Ela usa a metáfora para ilustrar que, embora seja favorável à abertura econômica para competidores, defende que as regras sejam justas e iguais para todos eles. As grandes plataformas tecnológicas e empresas de pagamentos, por exemplo, operam com exigências regulatórias e de capital diferentes das que são impostas aos bancos tradicionais.
Além desses temas, Botín falou sobre tarifas, independência dos bancos centrais, taxa de juros e crescimento econômico, Brasil e América Latina.
Acompanhe, a seguir, os principais pontos da conversa com a presidente do Santander:
Tarifas anunciadas pelos Estados Unidos
Está claro que as tarifas vão aumentar a inflação e diminuir o crescimento. Uma economia como a americana, muito baseada no consumo e muito aberta, verá os preços subirem, o que fará com que a economia desacelere. O problema das tarifas é que quanto mais tempo demorar para definir quais países terão quais tarifas, mais isso afetará o crescimento. As empresas não sabem onde posicionar suas cadeias de produção até que essas questões estejam claras.

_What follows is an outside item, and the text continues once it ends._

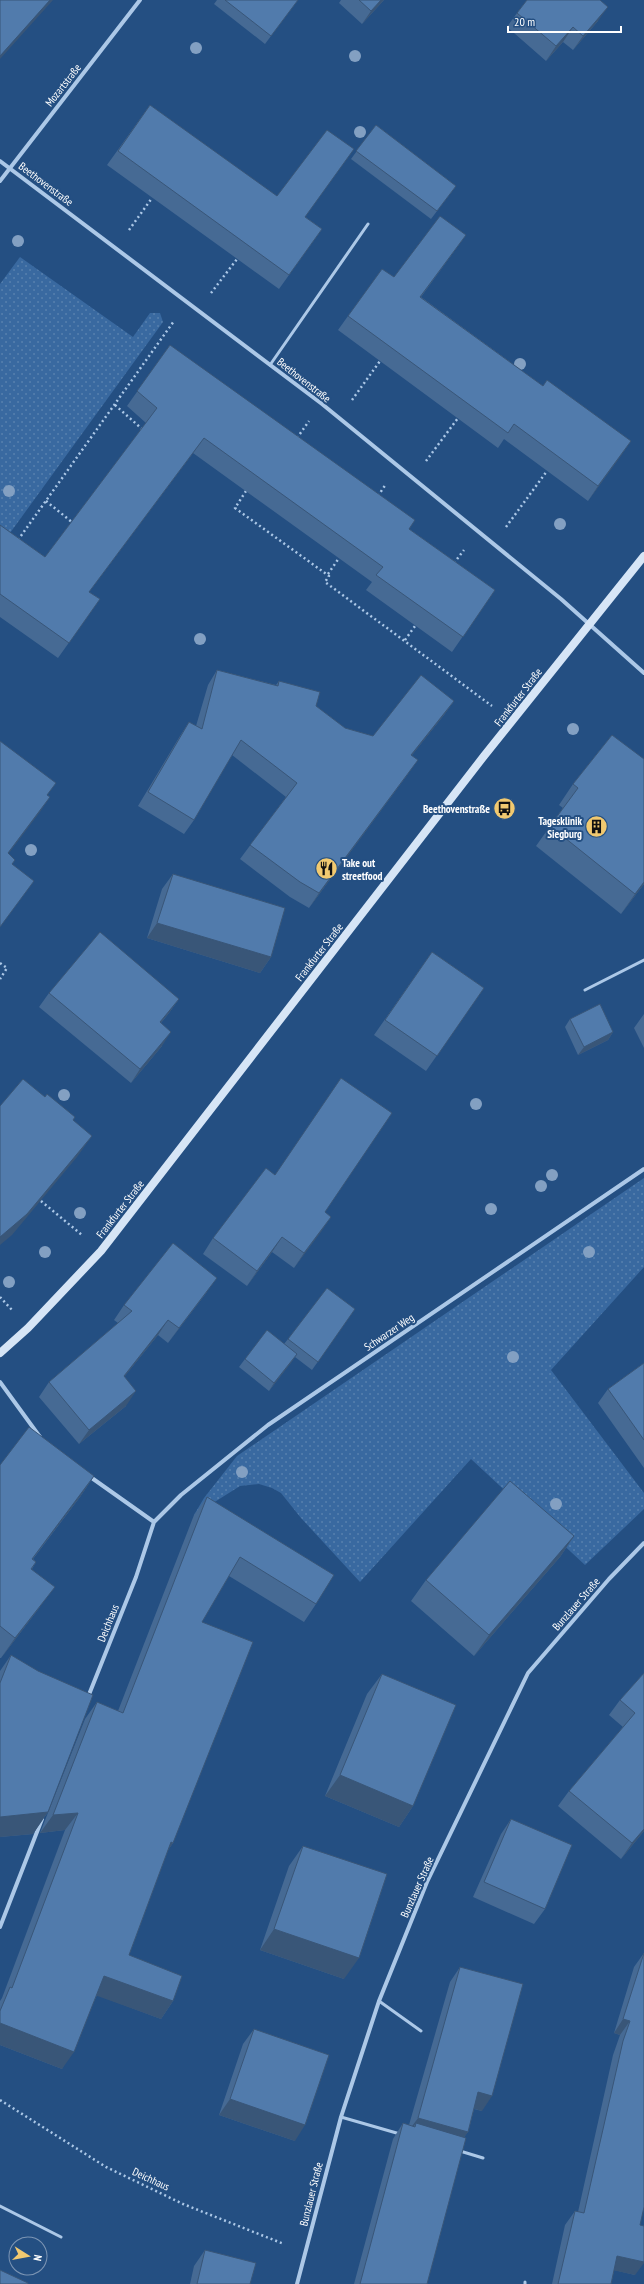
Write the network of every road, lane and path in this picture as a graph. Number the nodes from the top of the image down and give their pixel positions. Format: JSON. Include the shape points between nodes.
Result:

Bancos Centrais e sua independência
Primeiro, é normal que exista debate sobre as decisões dos bancos centrais. Isso é algo que ocorreu antes nos Estados Unidos e ocorre em muitos países. Esse debate político existe. Segundo, também é evidente que os bancos centrais desempenham um papel fundamental como âncoras do sistema e, portanto, é muito importante que mantenham sua independência. Isso é algo que destaquei no caso da América Latina e é o mesmo caso em todos os países, incluindo os Estados Unidos. A independência das instituições deve ser respeitada. Isso é óbvio. E tenho certeza que será. Não tenho dúvida de que as instituições são fortes nos Estados Unidos e continuarão sendo.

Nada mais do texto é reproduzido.